Thomas Talhelm
Associate Professor of Behavioral Science
Associate Professor of Behavioral Science
Thomas Talhelm studies culture. He studies how rice and wheat agriculture have given northern and southern China two very different cultures, influencing whether people wear masks and move chairs in Starbucks. He argues that people often misunderstand collectivism. People imagine collectivism is about loving everyone, as opposed to the duties, tight ties, and vigilance in the real world. His research also finds that liberal culture in the US is more individualistic and that getting people to think more analytically increases support for liberal social policies, whereas thinking holistically increases support for conservative policies. Thomas occasionally lectures and writes about cultural psychology in Chinese.
Thomas lived in China for five years teaching high school in Guangzhou as a Princeton in Asia fellow, a freelance journalist in Beijing, and a Fulbright scholar and a NSF Graduate Research Fellow. While living in Beijing, Thomas founded Smart Air, a social enterprise that ships low-cost air purifiers to help people breathe clean air without shelling out thousands of dollars for expensive purifiers.
Thomas earned his Ph.D. in social psychology from the University of Virginia and a B.A. with Highest Honors in psychology and Spanish from the University of Michigan.
Professor Talhelm reviews PhD student applications every year.

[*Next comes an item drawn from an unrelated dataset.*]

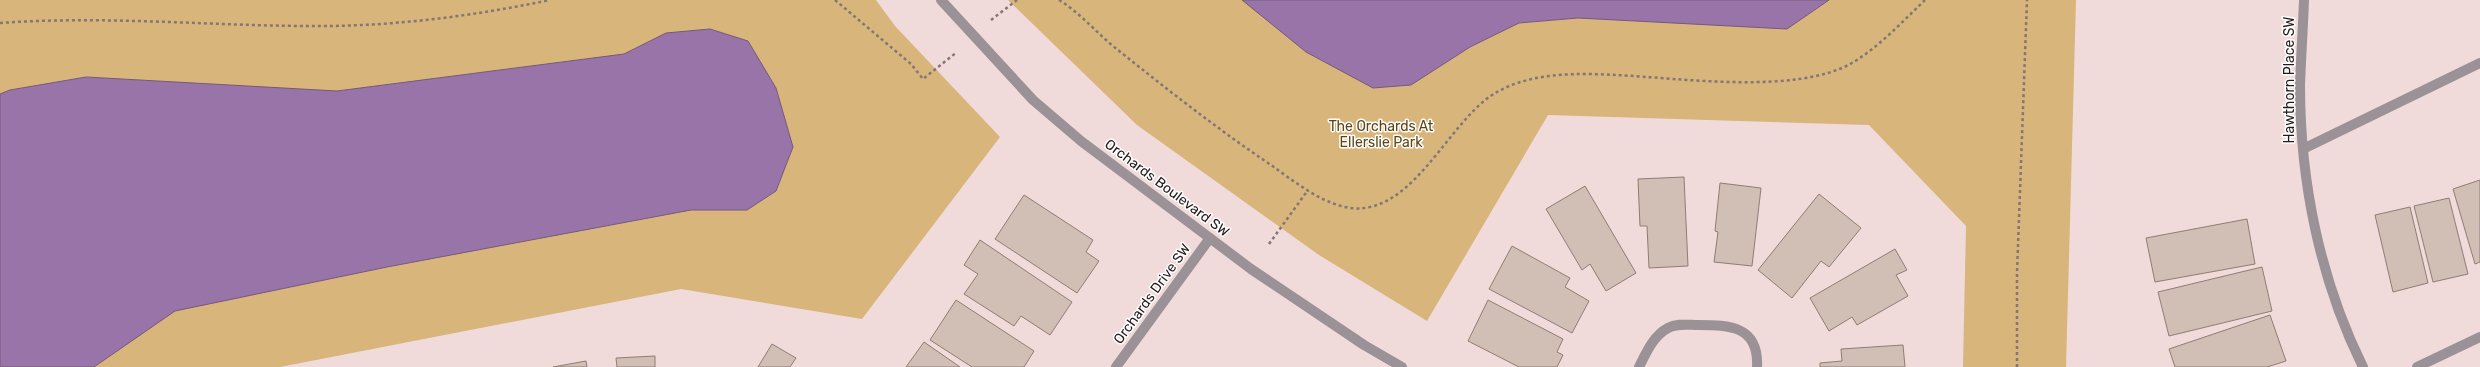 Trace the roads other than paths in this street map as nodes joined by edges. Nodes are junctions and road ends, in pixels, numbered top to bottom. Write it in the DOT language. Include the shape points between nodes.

Students interested in culture, politics, or social ecology should apply.
New: People from the US and China Think about Their Personal and Collective Future Differently
Date Posted:Tue, 26 Jul 2022 09:01:00 -0500
We investigated how people think about their personal life and their country by testing how participants in the US and China think about personal and collective events in the past and future. Using a fluency task, we replicated prior research in showing that participants in the US had a positivity bias towards their personal future and a negativity bias towards their country’s future. In contrast, participants in China did not display a positivity or negativity bias towards either their personal or collective future. This result suggests that the valence dissociation between personal and collective future thinking is not universal. Additionally, when people considered the past in addition to the future, they displayed similar valence patterns for both temporal periods, providing evidence that people think about the past and the future similarly. We suggest political and cultural differences (such as dialectical thought) as potential explanations for the differences between countries ...
New: Historical Rice Farming Explains Faster Mask Use during Early Days of China’s COVID-19 Outbreak
Date Posted:Wed, 16 Feb 2022 05:04:11 -0600
In the early days of the coronavirus outbreak, we observed mask use in public among 1,330 people across China. People in regions with a history of farming rice wore masks more often than people in wheat regions. Cultural differences persisted after taking into account objective risk factors such as local COVID cases. The differences fit with the emerging theory that rice farming’s labor and irrigation demands made societies more interdependent, with tighter social norms. Cultural differences were strongest in the ambiguous, early days of the pandemic, then shrank as masks became nearly universal (94%). Separate survey and internet search data replicated this pattern. Although strong cultural differences lasted only a few days, research suggests that acting just a few days earlier can reduce deaths substantially.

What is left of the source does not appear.